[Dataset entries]

++++++++++++++++++++

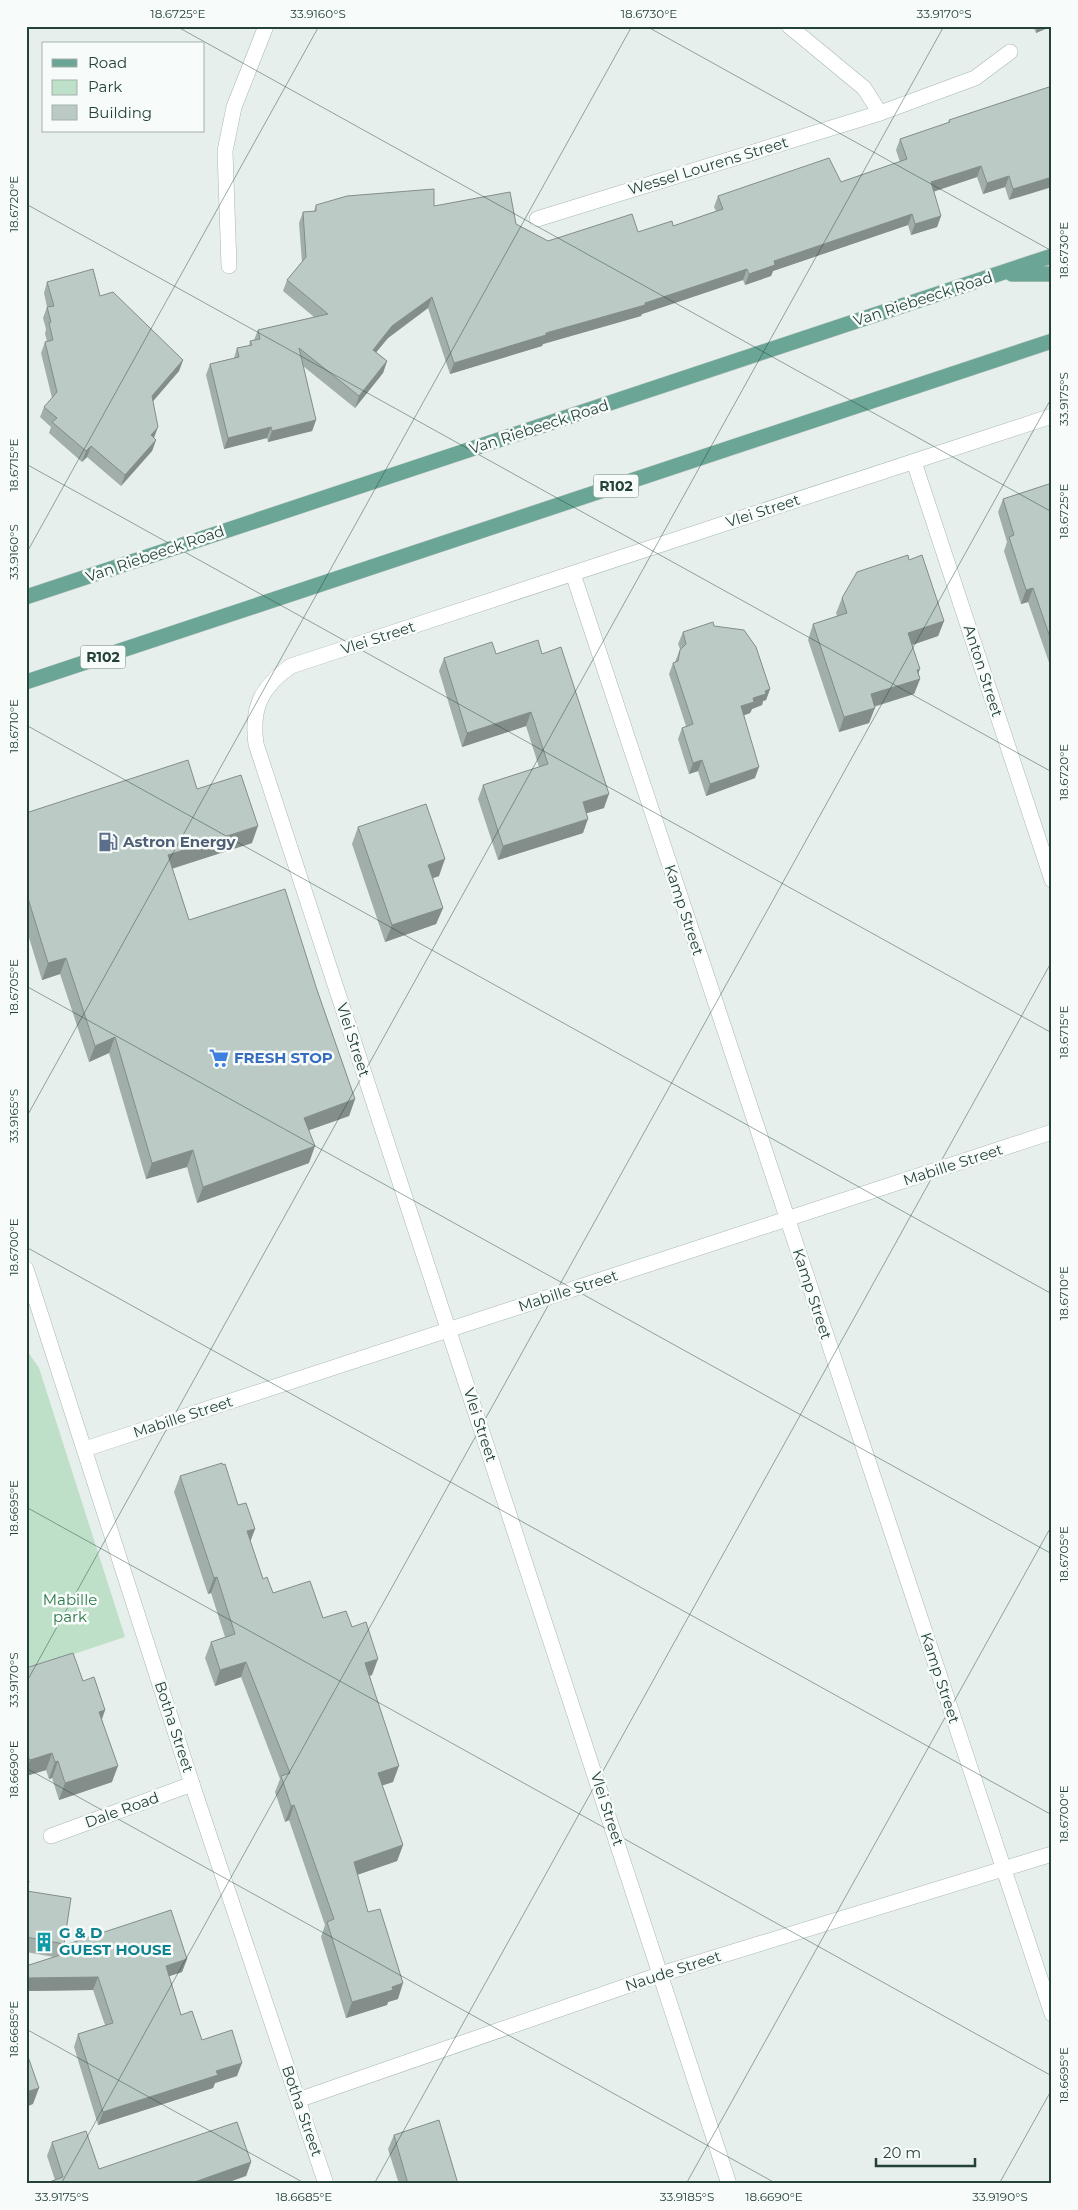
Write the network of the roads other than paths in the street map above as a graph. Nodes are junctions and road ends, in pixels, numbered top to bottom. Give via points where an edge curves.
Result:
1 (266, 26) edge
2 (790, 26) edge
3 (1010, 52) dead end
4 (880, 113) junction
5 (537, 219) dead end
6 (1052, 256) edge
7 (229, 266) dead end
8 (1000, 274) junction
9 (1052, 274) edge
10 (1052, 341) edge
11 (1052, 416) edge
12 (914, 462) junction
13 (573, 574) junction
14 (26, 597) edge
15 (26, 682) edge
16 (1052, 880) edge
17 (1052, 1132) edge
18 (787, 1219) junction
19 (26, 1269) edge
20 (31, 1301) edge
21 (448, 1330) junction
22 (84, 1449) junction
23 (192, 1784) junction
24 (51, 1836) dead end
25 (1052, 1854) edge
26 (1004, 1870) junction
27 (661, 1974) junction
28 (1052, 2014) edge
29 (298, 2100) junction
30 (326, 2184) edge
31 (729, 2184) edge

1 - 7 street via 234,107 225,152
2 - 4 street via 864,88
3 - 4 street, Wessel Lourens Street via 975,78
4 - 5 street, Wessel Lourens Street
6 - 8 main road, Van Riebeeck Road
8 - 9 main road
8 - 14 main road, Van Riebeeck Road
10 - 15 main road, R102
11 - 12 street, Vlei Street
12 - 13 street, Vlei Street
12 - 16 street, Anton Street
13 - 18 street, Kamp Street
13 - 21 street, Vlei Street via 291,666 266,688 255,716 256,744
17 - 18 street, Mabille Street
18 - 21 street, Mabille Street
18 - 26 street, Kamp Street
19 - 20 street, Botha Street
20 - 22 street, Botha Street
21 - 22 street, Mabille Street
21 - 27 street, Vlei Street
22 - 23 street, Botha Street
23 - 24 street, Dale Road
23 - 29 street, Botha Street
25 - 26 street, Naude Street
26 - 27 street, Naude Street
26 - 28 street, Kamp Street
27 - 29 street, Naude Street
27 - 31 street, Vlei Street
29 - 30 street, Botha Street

++++++++++++++++++++

*Task instructions:* Among the lines above, find those with the string "Kamp" and copy them.

*Result:*
13 - 18 street, Kamp Street
18 - 26 street, Kamp Street
26 - 28 street, Kamp Street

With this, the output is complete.